[RAW DATA — start]

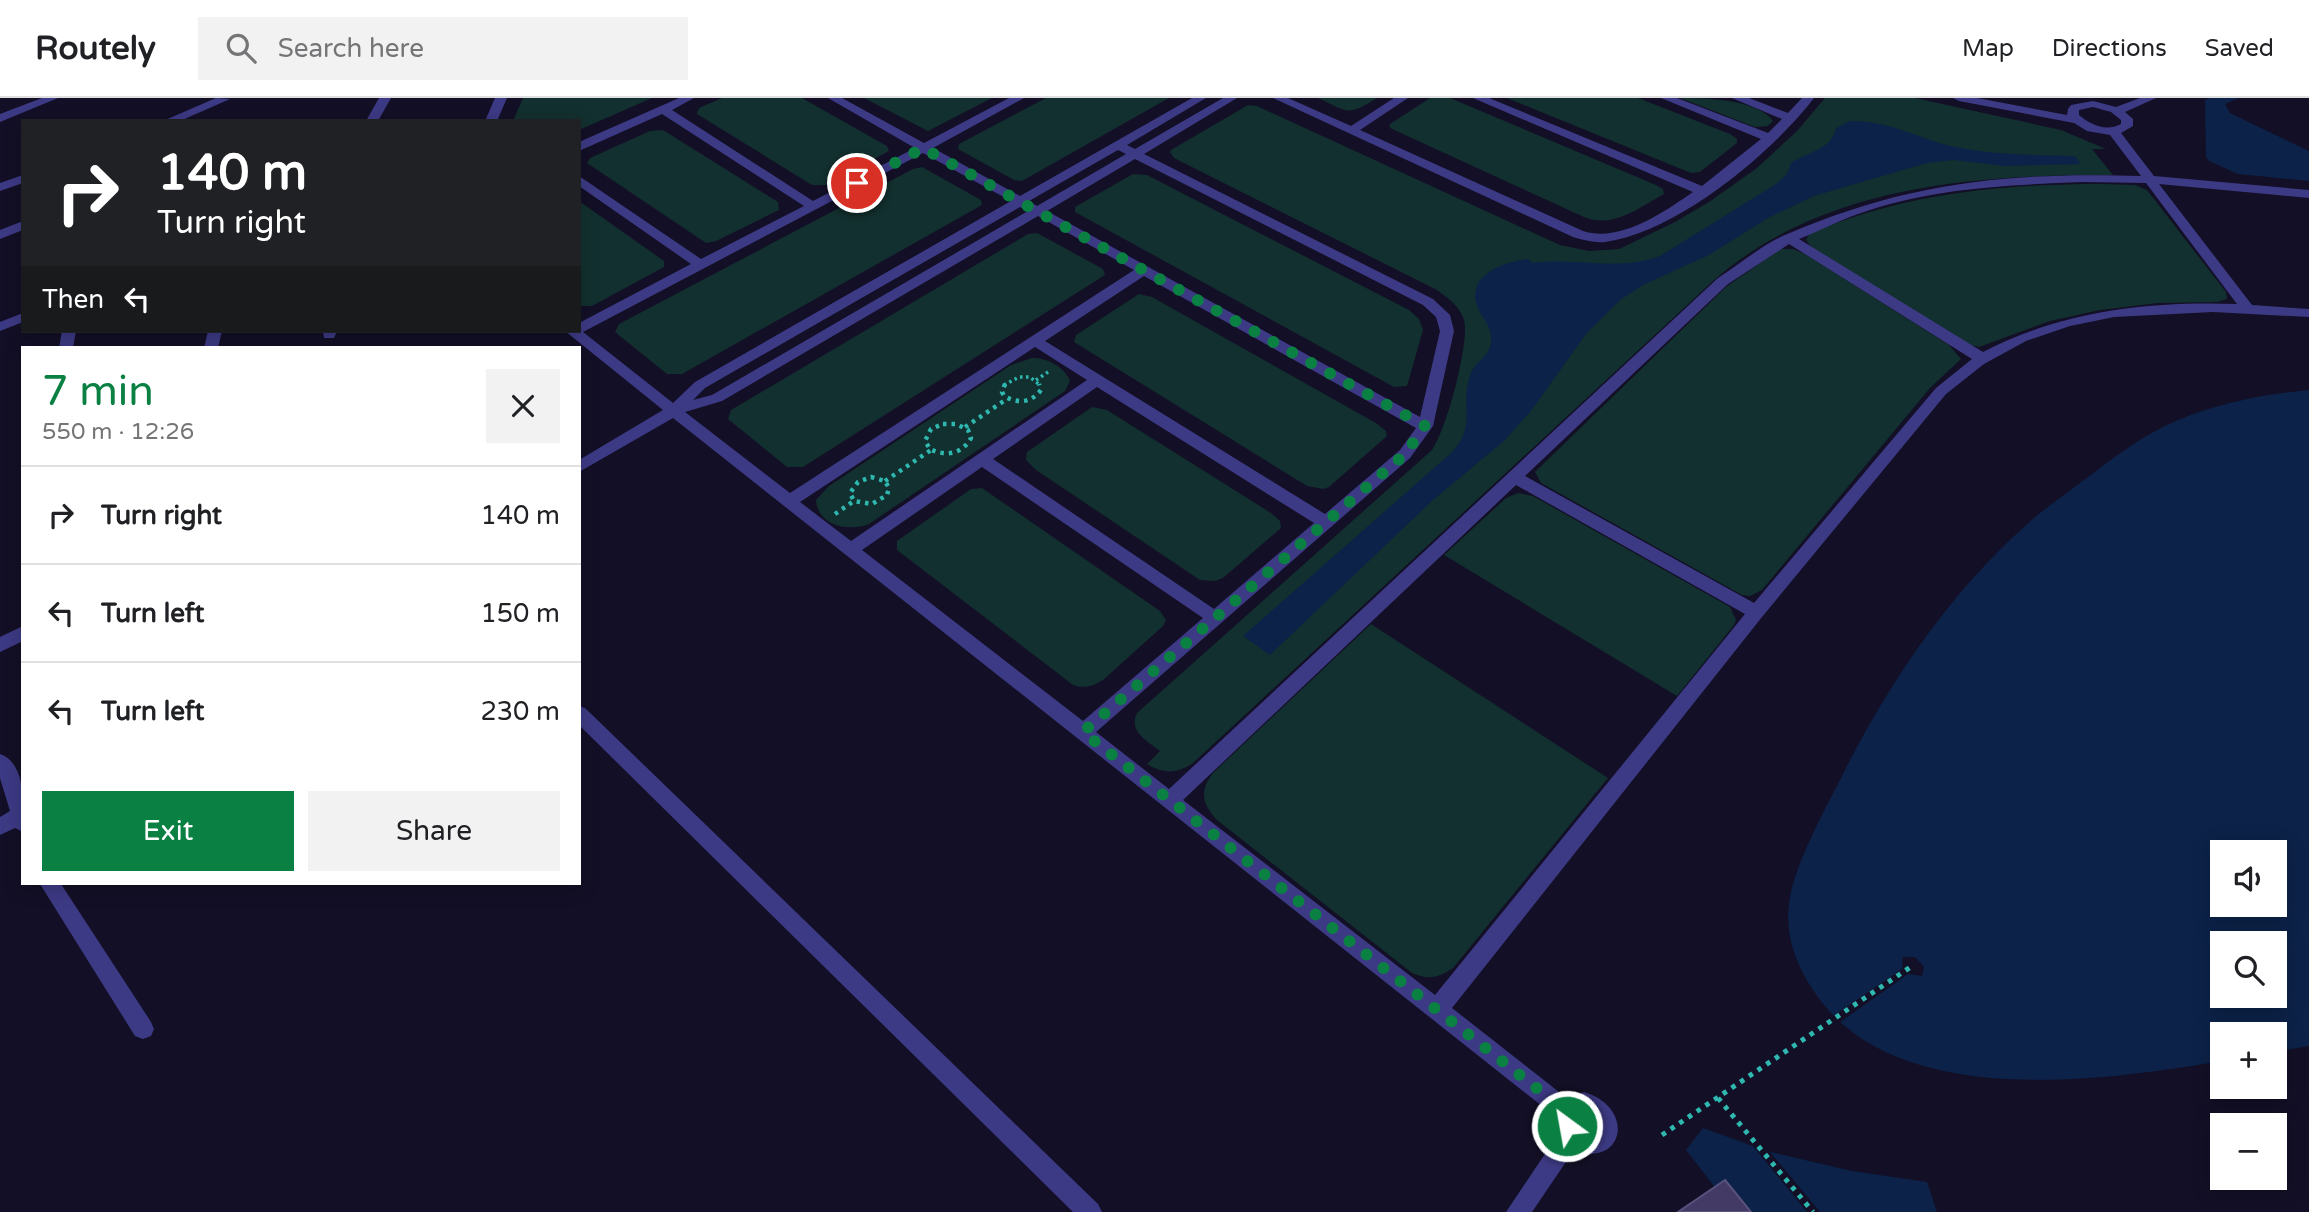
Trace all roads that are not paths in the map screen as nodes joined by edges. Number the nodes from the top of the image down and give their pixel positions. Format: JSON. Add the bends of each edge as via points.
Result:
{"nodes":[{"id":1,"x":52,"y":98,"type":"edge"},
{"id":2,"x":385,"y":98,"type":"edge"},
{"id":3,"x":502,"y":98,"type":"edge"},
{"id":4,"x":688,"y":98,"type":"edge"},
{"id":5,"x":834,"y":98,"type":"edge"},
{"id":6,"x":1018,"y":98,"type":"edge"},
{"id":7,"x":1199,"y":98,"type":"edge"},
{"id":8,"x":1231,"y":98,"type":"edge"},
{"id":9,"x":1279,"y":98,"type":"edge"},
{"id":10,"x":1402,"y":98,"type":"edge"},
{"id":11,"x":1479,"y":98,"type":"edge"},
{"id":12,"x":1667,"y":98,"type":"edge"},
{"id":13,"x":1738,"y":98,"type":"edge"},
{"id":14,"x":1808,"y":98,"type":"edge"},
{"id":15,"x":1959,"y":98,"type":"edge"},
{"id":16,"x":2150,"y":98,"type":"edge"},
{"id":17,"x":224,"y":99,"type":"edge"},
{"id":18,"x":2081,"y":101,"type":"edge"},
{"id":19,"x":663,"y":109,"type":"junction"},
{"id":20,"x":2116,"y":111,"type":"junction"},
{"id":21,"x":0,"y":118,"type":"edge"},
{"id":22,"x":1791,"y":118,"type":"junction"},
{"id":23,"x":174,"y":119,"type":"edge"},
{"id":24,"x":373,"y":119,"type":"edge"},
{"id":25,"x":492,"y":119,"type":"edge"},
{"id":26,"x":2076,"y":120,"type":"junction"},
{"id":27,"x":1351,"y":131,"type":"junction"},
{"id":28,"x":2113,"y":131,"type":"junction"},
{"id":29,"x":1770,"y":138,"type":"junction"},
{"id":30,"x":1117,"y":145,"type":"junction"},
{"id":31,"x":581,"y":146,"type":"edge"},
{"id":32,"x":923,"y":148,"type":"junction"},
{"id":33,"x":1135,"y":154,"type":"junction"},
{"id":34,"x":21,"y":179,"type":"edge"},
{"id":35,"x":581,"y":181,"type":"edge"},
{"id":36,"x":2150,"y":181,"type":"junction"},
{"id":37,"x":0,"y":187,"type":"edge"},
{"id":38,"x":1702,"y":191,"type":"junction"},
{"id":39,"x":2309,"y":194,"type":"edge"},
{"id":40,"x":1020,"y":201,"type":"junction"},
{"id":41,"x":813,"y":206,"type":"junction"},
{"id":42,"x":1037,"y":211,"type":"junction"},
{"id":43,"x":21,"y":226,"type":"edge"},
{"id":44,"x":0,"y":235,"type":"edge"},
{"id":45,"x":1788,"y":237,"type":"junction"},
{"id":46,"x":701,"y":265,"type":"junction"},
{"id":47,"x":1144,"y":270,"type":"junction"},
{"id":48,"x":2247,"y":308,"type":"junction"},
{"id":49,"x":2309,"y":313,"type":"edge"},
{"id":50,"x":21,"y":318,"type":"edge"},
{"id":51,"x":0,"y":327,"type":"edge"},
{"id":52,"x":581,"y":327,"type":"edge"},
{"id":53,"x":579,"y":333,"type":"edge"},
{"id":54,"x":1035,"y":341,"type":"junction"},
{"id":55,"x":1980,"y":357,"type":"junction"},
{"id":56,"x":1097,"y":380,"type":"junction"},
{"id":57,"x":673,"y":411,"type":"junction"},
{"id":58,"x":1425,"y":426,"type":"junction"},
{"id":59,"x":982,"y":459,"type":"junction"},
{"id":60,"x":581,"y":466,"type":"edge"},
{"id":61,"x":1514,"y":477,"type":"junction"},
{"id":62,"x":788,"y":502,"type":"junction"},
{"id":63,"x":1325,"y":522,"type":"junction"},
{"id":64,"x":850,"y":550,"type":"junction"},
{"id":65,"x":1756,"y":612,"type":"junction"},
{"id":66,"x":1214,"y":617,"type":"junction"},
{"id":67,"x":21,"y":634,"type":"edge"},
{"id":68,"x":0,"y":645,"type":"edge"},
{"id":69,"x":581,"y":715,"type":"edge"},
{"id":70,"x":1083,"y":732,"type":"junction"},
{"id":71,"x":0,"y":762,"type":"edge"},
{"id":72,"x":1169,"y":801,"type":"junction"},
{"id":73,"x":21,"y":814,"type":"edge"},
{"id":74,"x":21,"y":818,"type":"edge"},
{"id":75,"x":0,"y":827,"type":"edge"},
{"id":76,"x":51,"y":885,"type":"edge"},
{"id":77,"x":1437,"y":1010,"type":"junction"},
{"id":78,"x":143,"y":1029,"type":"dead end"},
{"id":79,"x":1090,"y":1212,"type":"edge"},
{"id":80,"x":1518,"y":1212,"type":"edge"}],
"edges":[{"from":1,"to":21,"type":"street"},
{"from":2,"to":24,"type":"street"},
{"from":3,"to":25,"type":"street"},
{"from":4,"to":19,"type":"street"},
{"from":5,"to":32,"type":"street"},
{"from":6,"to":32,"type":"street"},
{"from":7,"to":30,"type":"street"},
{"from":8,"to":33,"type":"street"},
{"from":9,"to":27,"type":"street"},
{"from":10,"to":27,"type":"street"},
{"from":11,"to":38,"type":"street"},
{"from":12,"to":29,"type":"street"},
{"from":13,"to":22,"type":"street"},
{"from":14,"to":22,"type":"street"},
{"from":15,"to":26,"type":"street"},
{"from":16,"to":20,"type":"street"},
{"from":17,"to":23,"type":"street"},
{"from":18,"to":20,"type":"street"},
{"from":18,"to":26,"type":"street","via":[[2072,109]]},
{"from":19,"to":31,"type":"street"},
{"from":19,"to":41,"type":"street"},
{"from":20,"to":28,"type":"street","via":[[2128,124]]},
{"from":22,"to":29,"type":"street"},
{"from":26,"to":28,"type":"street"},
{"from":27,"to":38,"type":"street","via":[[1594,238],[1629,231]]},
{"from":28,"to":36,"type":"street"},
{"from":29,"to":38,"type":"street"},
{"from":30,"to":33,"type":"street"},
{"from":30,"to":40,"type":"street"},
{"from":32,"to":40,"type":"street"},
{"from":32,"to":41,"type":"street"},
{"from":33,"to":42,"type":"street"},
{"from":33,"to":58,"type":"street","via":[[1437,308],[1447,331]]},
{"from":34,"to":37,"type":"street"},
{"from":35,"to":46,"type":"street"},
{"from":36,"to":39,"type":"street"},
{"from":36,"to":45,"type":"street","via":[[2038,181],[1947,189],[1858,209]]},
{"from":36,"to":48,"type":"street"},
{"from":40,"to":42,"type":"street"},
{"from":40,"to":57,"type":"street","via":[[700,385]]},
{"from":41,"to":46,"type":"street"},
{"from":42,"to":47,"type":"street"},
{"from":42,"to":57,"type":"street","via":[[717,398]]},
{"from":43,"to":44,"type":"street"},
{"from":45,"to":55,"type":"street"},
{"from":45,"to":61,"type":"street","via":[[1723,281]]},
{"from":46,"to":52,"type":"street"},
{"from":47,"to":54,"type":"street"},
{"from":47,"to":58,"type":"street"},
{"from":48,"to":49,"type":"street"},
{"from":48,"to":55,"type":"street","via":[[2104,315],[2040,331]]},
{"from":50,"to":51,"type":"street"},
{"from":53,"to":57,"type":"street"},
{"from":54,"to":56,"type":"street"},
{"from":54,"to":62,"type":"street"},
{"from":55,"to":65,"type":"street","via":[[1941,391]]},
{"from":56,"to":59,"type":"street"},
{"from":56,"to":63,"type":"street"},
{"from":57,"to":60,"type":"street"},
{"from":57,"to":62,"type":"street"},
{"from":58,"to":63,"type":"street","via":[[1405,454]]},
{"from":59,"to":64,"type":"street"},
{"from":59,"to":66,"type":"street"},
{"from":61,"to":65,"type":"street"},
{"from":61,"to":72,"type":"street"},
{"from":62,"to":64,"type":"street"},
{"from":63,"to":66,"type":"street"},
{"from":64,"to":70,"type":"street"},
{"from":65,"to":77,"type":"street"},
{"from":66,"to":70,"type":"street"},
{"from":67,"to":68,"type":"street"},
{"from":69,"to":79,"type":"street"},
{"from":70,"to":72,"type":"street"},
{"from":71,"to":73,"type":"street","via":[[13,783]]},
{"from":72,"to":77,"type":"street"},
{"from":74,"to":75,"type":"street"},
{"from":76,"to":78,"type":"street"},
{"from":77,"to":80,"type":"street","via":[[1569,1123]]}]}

[RAW DATA — finish]

--- WORK TO BE COMPLETED ---
Say the number of lines in the listing that hold "nodes", with no added words.

--- WRITTEN SOLUTION ---
2